El granito se compone de minerales
cristalizados formados en las
profundidades de la corteza terrestre.
La disposición de estos cristales será
la característica que señale las
diversas familias. Al presentarse como
organismos generados a partir de
diversos componentes, cada variedad
alcanza su propia personalidad y hacen
de cada obra un objeto personalizado.
Se compone de feldespato (en
general feldespato de potasio y
oligoclasa), cuarzo, con una cantidad
pequeña de mica (bitotita o moscovita) y
de algunos otros minerales accesorios
como circón, apatito. Magnetita,
ilmenita y esfena.
El granito suele ser
blanquecino o gris y con motas debidas a
cristales más oscuros.

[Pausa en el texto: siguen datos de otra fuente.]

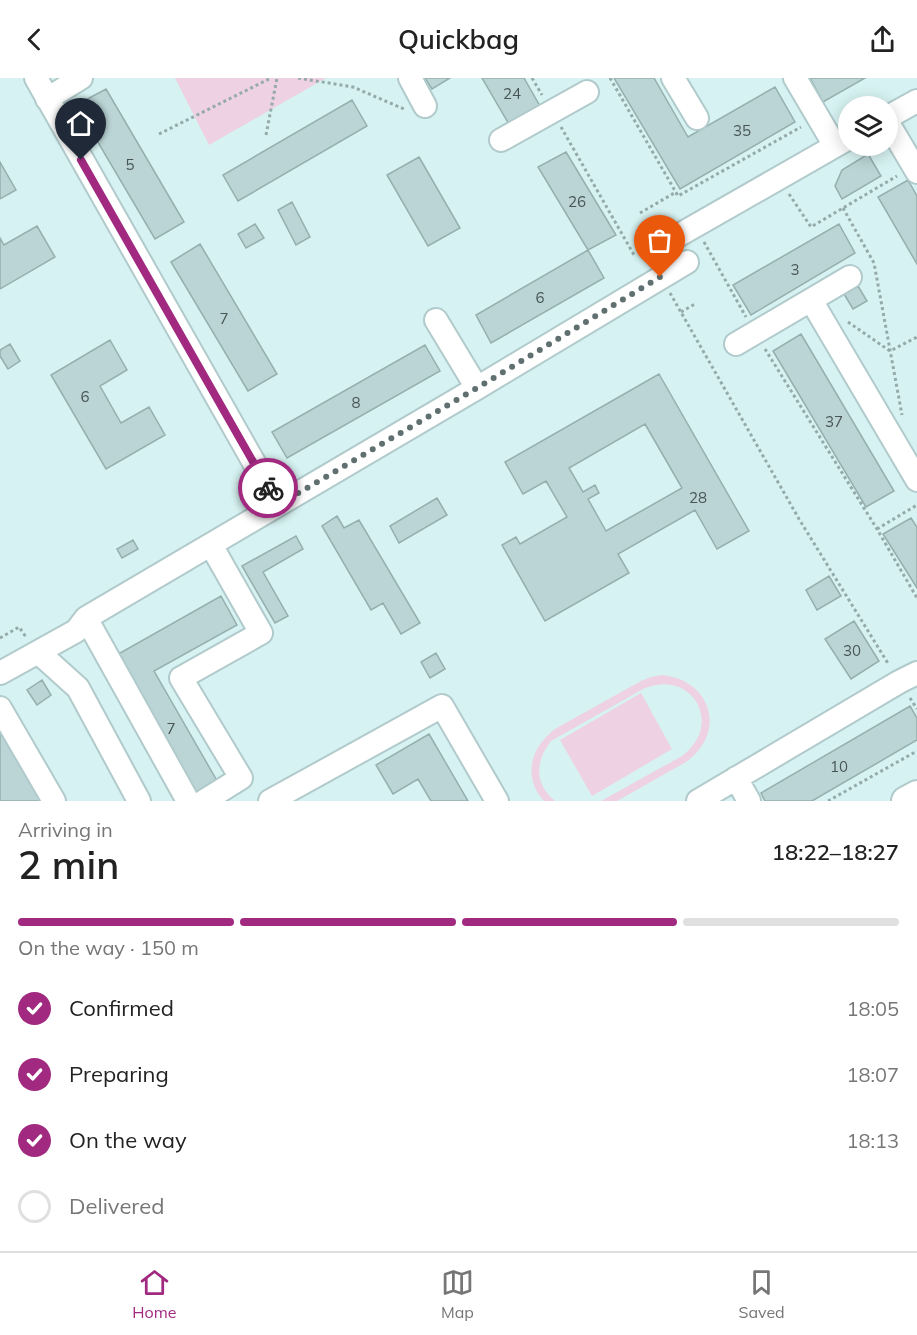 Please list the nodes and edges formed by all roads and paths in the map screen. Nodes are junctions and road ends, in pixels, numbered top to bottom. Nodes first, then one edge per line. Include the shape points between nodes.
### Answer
1 (36, 78) edge
2 (81, 78) edge
3 (271, 78) edge
4 (277, 78) edge
5 (298, 78) edge
6 (410, 78) edge
7 (532, 78) edge
8 (610, 78) edge
9 (673, 78) edge
10 (795, 78) edge
11 (587, 92) dead end
12 (47, 99) junction
13 (917, 101) edge
14 (419, 110) joint
15 (552, 111) junction
16 (898, 111) edge
17 (697, 118) dead end
18 (818, 118) junction
19 (159, 134) dead end
20 (266, 135) dead end
21 (838, 138) edge
22 (501, 140) dead end
23 (898, 140) edge
24 (838, 144) edge
25 (915, 169) edge
26 (676, 192) junction
27 (789, 193) dead end
28 (843, 208) junction
29 (640, 213) dead end
30 (674, 238) dead end
31 (704, 243) dead end
32 (634, 255) dead end
33 (687, 262) dead end
34 (850, 277) dead end
35 (667, 288) dead end
36 (811, 300) junction
37 (695, 304) dead end
38 (681, 312) junction
39 (436, 320) dead end
40 (839, 327) junction
41 (756, 333) junction
42 (917, 337) edge
43 (736, 344) dead end
44 (890, 351) junction
45 (477, 388) junction
46 (903, 420) dead end
47 (917, 480) edge
48 (278, 505) junction
49 (917, 506) edge
50 (877, 529) junction
51 (211, 545) junction
52 (917, 598) edge
53 (81, 624) junction
54 (0, 638) edge
55 (38, 652) junction
56 (0, 673) edge
57 (908, 677) edge
58 (0, 708) edge
59 (917, 709) edge
60 (917, 751) edge
61 (736, 778) junction
62 (917, 795) edge
63 (54, 801) edge
64 (139, 801) edge
65 (174, 801) edge
66 (188, 801) edge
67 (204, 801) edge
68 (270, 801) edge
69 (497, 801) edge
70 (698, 801) edge
71 (749, 801) edge
72 (828, 801) edge
73 (906, 801) edge

1 - 12 street
2 - 12 street
3 - 19 path
4 - 20 path
5 - 14 path via 353,87
6 - 14 street
7 - 15 path
8 - 26 path
9 - 17 street
10 - 18 street
11 - 15 street
12 - 48 street
13 - 16 street
15 - 22 street
15 - 32 path
18 - 21 street
18 - 26 path via 678,196
23 - 25 street
24 - 30 street
25 - 28 path
26 - 29 path
27 - 28 path via 810,227
28 - 44 path via 874,263
31 - 41 path
33 - 45 street
34 - 36 street
35 - 38 path
36 - 40 street
36 - 41 street
37 - 38 path
38 - 57 path via 799,519
39 - 45 street
40 - 44 path
40 - 47 street
41 - 43 street
41 - 50 path
42 - 44 path
44 - 46 path
45 - 48 street
48 - 51 street
49 - 50 path
50 - 52 path
51 - 53 street
51 - 67 street via 261,633 181,678 241,778
53 - 55 street
53 - 65 street
53 - 66 street
54 - 55 path via 19,627
55 - 56 street
55 - 64 street via 78,688
57 - 59 path
57 - 61 street
58 - 63 street
60 - 72 path
61 - 70 street
61 - 71 street
62 - 73 main road
68 - 69 street via 442,706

El feldespato de
potasio da la roca un tono rojo o de
color carne. El granito cristaliza a
partir de magma enfriado de forma muy
lenta a profundidades grandes bajo la
superficie terrestre. Velocidades de
enfriamiento muy lentas dan lugar a una
variedad de grano grueso llamada
pegmatita. El granito, junto a otras
rocas cristalinas, constituye la base de
las masas continentales y es la roca
intrusiva más común entre las expuestas
en la superficie terrestre.
La densidad del granito varia
entre 2,63 y 2,75 g /cm3. Su resistencia
la presión se sitúa entre 1.000 y 1.400
Kg por cm2. Es mas duro que la arenisca,
la caliza y el mármol, y su extraccion
es, por tanto, más difícil. Es una
piedra importante en la construcción;
las mejores clases son muy resistentes a
la acción de los agentes atmosféricos.